Ford's Foundation has partnered with N.C. Children's Hospital and the UNC Department of Pediatrics to treat and prevent the problem of obesity. Ford discovered that Eliana Perrin, MD, MPH was practically in his backyard in Chapel Hill, and the partnership has flourished. "I just thought I was just going to try to help some overweight children in the state of North Carolina," Ford says, "but come to find out it's a national epidemic, and I'm really happy to be a part of it. Dr. Perrin is world-renowned. She travels all over the world speaking, and she's my All-American. That's what I call her."
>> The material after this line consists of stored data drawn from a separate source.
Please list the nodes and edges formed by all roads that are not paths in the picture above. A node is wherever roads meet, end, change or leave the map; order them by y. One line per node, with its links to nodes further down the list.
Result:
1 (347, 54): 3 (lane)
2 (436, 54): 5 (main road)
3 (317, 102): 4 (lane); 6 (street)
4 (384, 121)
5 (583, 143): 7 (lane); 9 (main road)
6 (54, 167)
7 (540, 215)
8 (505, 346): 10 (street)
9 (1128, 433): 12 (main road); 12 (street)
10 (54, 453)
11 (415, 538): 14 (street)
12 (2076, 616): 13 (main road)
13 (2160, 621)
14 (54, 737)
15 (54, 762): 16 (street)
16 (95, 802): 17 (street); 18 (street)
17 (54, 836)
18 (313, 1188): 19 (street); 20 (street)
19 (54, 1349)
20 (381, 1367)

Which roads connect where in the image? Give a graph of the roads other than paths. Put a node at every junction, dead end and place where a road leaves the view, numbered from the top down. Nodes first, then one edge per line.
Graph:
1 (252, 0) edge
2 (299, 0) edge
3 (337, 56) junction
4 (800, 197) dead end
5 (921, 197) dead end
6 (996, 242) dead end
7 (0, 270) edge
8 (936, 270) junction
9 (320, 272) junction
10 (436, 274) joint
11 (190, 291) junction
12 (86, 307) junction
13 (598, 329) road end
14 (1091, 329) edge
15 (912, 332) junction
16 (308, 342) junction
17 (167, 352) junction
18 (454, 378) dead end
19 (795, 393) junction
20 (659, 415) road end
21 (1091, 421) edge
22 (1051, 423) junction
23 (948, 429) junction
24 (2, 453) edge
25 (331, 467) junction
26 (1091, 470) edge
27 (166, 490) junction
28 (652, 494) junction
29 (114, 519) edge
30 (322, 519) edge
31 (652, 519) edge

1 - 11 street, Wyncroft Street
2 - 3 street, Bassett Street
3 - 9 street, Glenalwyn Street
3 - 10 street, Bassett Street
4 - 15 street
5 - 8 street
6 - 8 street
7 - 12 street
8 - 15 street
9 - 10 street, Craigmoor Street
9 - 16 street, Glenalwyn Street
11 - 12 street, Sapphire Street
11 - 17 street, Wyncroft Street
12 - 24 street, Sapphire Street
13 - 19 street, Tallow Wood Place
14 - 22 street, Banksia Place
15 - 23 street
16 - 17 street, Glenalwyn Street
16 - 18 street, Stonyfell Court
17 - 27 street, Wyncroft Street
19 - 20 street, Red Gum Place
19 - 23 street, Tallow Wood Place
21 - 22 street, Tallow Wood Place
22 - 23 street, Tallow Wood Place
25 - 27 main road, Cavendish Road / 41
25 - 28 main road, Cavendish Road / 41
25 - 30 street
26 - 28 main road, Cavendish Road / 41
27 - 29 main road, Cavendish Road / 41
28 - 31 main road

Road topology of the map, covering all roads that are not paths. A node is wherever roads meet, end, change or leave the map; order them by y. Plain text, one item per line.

Thirty-eight years since he played in Carolina blue, Phil Ford is still handing out assists, and still valuing his teammates. Last year, Roy Williams called for Four Corners on the first play of the first home game after Smith died. "I thought that was one of the nicest gestures that anyone had done for anyone that I've ever seen in my life, when Roy did that," says the man who more than any other player defined the play. "The only thing that I kind of kidded Roy about that after the game was, that was a nice gesture but those little boys and girls sitting in the student section had no idea what that was," he laughs.
A year later, Phil Ford is a Tar Heel Trailblazer. He points to the passer yet again. "I don't consider myself a trailblazer, but I'm truly humbled to receive this award," he says. "The University of North Carolina was everything that I thought it would be and more, academically, athletically and socially. I think having the opportunity to attend one of the most prestigious undergrad business schools in America was quite an honor, and also to play for the greatest basketball coach to coach basketball was quite an honor, and to be a student-athlete at the University of North Carolina was a tremendous honor as well."